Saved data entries
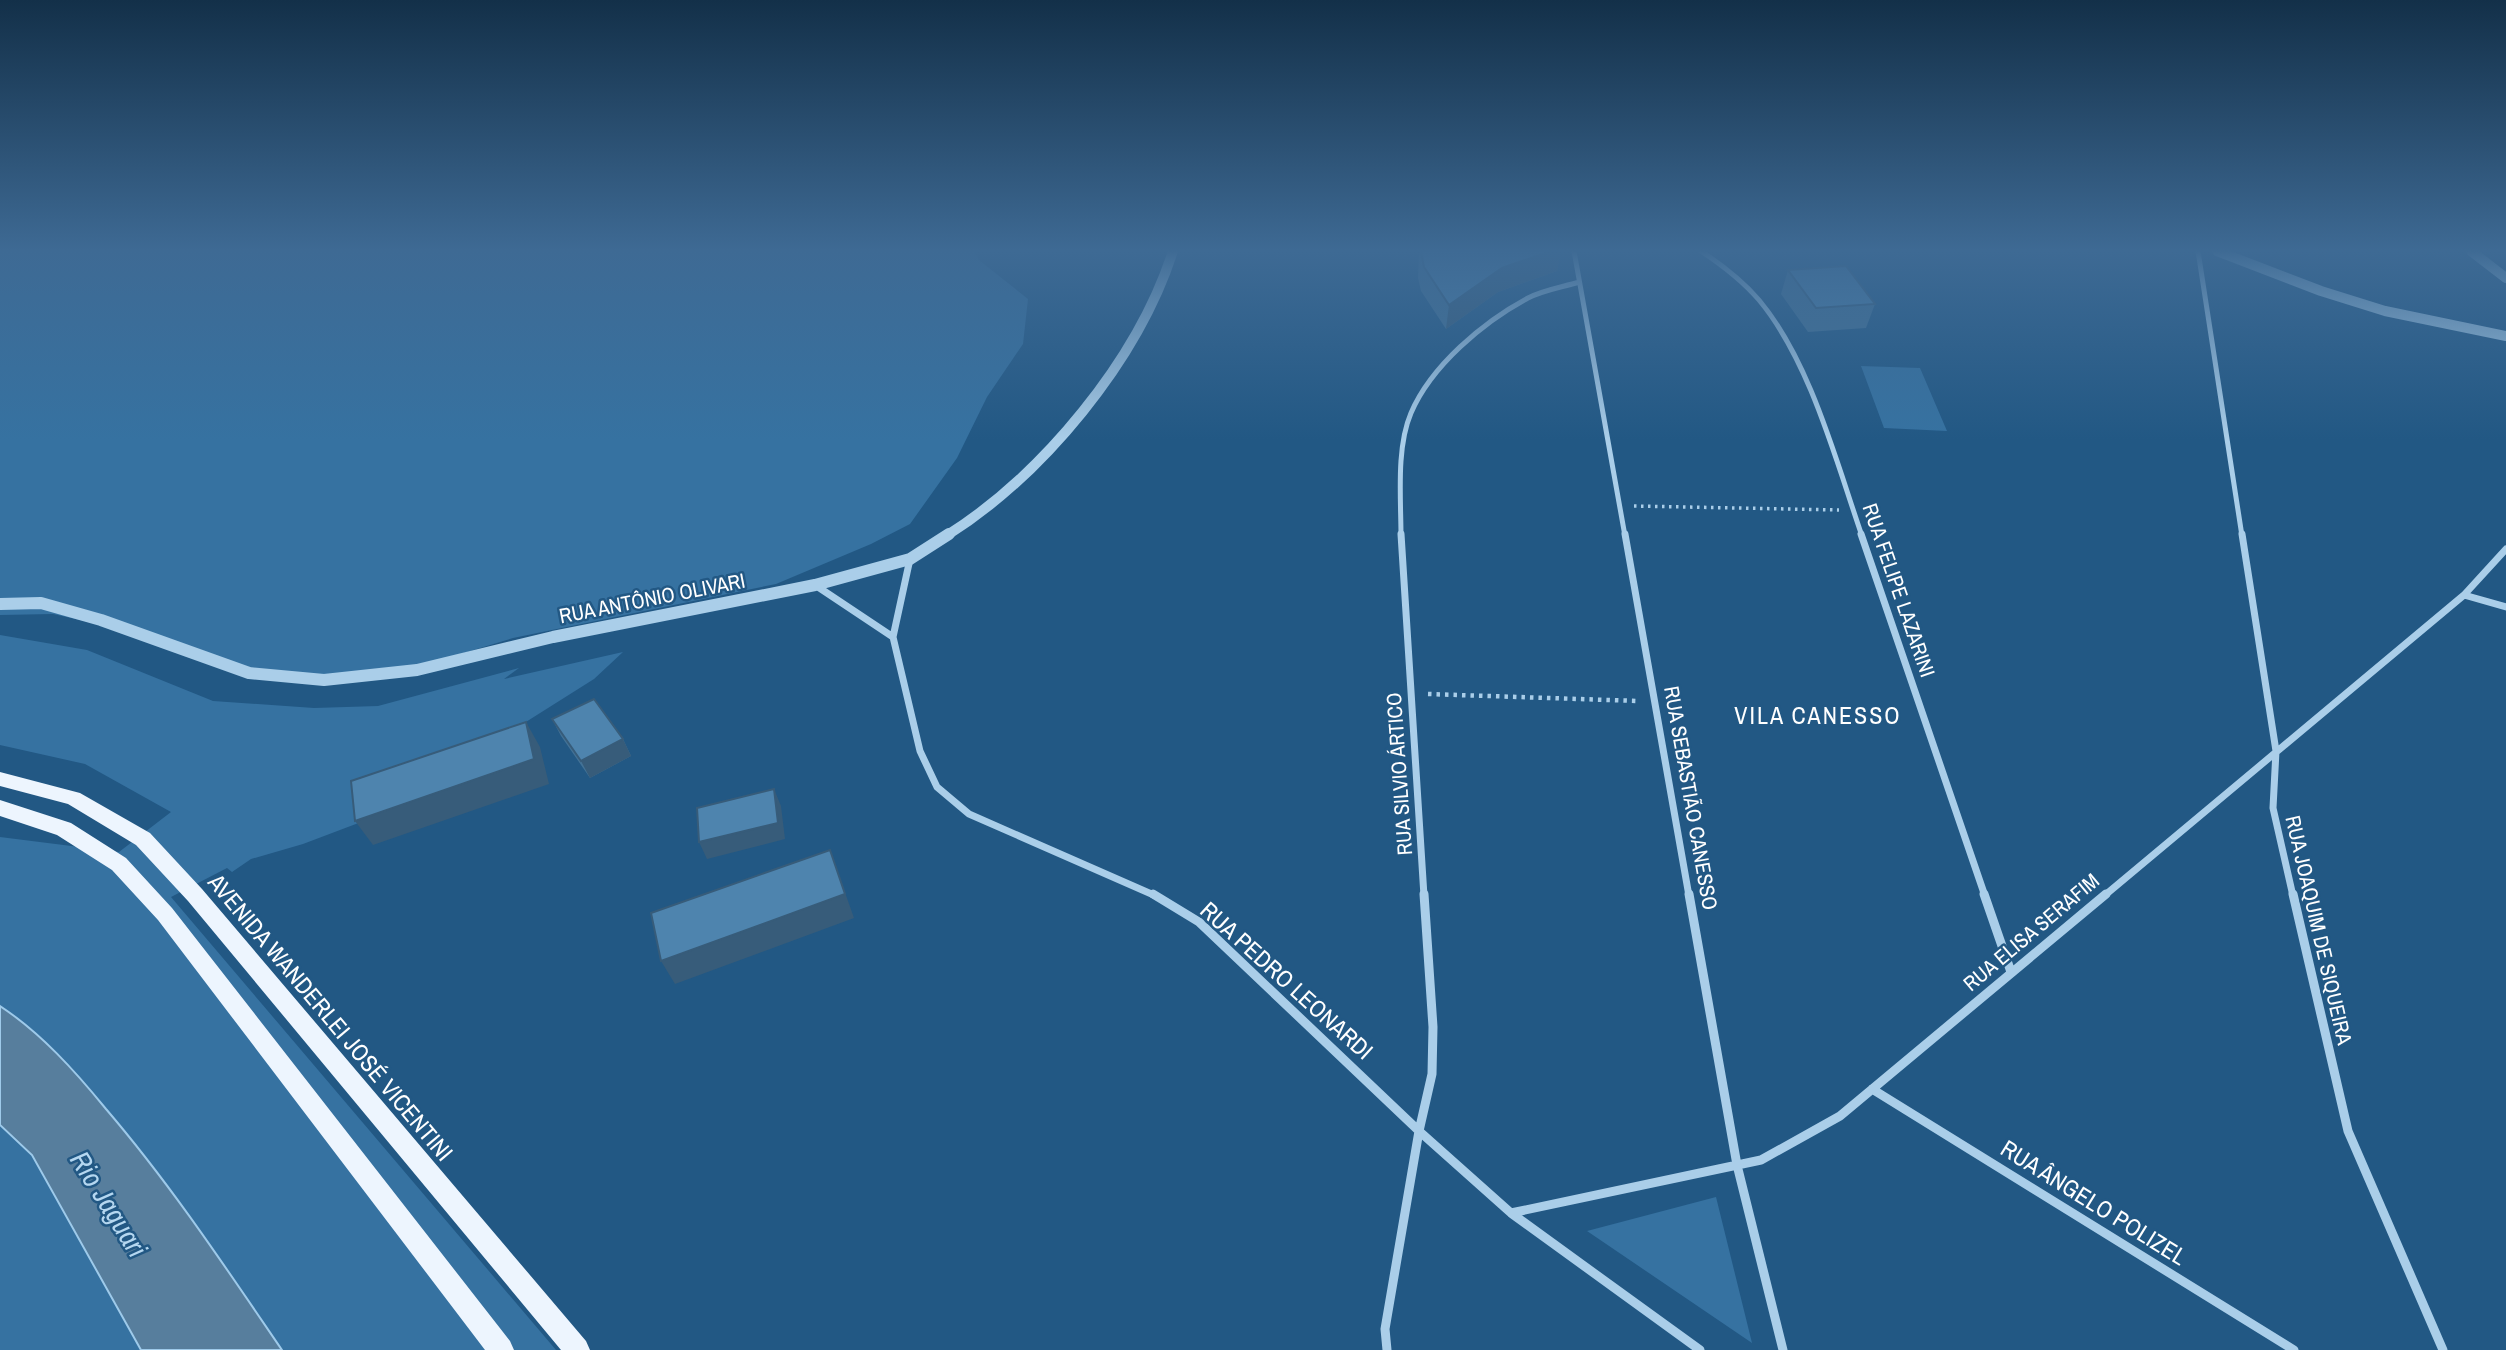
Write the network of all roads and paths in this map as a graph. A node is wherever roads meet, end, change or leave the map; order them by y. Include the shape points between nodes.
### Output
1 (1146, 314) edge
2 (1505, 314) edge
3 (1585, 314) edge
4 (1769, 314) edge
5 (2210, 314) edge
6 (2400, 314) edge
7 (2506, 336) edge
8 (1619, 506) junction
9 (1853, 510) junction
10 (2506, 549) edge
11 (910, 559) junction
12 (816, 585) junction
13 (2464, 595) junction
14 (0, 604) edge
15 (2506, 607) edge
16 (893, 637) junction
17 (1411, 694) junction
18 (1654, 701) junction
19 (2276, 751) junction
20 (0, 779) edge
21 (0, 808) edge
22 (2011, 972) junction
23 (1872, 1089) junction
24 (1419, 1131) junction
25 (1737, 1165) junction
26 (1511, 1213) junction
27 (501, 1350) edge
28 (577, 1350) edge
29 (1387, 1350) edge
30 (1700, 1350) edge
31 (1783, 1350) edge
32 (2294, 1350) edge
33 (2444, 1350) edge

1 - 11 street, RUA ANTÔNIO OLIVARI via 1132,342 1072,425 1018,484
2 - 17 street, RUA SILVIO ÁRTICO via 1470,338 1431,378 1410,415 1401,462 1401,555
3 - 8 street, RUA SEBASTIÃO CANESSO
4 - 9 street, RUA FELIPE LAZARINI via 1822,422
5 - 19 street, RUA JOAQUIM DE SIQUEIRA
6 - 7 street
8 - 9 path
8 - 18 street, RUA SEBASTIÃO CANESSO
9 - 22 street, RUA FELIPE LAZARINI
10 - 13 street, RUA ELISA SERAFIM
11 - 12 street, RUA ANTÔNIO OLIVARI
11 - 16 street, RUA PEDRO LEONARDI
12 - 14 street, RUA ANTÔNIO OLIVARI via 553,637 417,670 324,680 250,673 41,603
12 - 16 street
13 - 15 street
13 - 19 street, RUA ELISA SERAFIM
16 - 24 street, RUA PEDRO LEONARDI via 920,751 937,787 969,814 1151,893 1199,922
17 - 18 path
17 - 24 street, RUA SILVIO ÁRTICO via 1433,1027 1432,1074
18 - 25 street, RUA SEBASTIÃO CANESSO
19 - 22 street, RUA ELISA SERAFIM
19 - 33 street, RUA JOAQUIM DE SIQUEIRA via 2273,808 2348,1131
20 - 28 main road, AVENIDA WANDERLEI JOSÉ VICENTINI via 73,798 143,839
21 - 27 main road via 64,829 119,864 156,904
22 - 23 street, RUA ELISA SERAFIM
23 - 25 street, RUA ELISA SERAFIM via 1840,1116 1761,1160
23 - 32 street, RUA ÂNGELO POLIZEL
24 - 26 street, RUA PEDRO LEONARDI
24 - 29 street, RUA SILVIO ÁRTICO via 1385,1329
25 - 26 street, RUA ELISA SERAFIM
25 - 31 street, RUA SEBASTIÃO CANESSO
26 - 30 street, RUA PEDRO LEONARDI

• **Problem description**
Each entry above needs to be restated without a single word changed; skip the images.

• **Response to the exercise**
Write the network of all roads and paths in this map as a graph. A node is wherever roads meet, end, change or leave the map; order them by y. Include the shape points between nodes.
### Output
1 (1146, 314) edge
2 (1505, 314) edge
3 (1585, 314) edge
4 (1769, 314) edge
5 (2210, 314) edge
6 (2400, 314) edge
7 (2506, 336) edge
8 (1619, 506) junction
9 (1853, 510) junction
10 (2506, 549) edge
11 (910, 559) junction
12 (816, 585) junction
13 (2464, 595) junction
14 (0, 604) edge
15 (2506, 607) edge
16 (893, 637) junction
17 (1411, 694) junction
18 (1654, 701) junction
19 (2276, 751) junction
20 (0, 779) edge
21 (0, 808) edge
22 (2011, 972) junction
23 (1872, 1089) junction
24 (1419, 1131) junction
25 (1737, 1165) junction
26 (1511, 1213) junction
27 (501, 1350) edge
28 (577, 1350) edge
29 (1387, 1350) edge
30 (1700, 1350) edge
31 (1783, 1350) edge
32 (2294, 1350) edge
33 (2444, 1350) edge

1 - 11 street, RUA ANTÔNIO OLIVARI via 1132,342 1072,425 1018,484
2 - 17 street, RUA SILVIO ÁRTICO via 1470,338 1431,378 1410,415 1401,462 1401,555
3 - 8 street, RUA SEBASTIÃO CANESSO
4 - 9 street, RUA FELIPE LAZARINI via 1822,422
5 - 19 street, RUA JOAQUIM DE SIQUEIRA
6 - 7 street
8 - 9 path
8 - 18 street, RUA SEBASTIÃO CANESSO
9 - 22 street, RUA FELIPE LAZARINI
10 - 13 street, RUA ELISA SERAFIM
11 - 12 street, RUA ANTÔNIO OLIVARI
11 - 16 street, RUA PEDRO LEONARDI
12 - 14 street, RUA ANTÔNIO OLIVARI via 553,637 417,670 324,680 250,673 41,603
12 - 16 street
13 - 15 street
13 - 19 street, RUA ELISA SERAFIM
16 - 24 street, RUA PEDRO LEONARDI via 920,751 937,787 969,814 1151,893 1199,922
17 - 18 path
17 - 24 street, RUA SILVIO ÁRTICO via 1433,1027 1432,1074
18 - 25 street, RUA SEBASTIÃO CANESSO
19 - 22 street, RUA ELISA SERAFIM
19 - 33 street, RUA JOAQUIM DE SIQUEIRA via 2273,808 2348,1131
20 - 28 main road, AVENIDA WANDERLEI JOSÉ VICENTINI via 73,798 143,839
21 - 27 main road via 64,829 119,864 156,904
22 - 23 street, RUA ELISA SERAFIM
23 - 25 street, RUA ELISA SERAFIM via 1840,1116 1761,1160
23 - 32 street, RUA ÂNGELO POLIZEL
24 - 26 street, RUA PEDRO LEONARDI
24 - 29 street, RUA SILVIO ÁRTICO via 1385,1329
25 - 26 street, RUA ELISA SERAFIM
25 - 31 street, RUA SEBASTIÃO CANESSO
26 - 30 street, RUA PEDRO LEONARDI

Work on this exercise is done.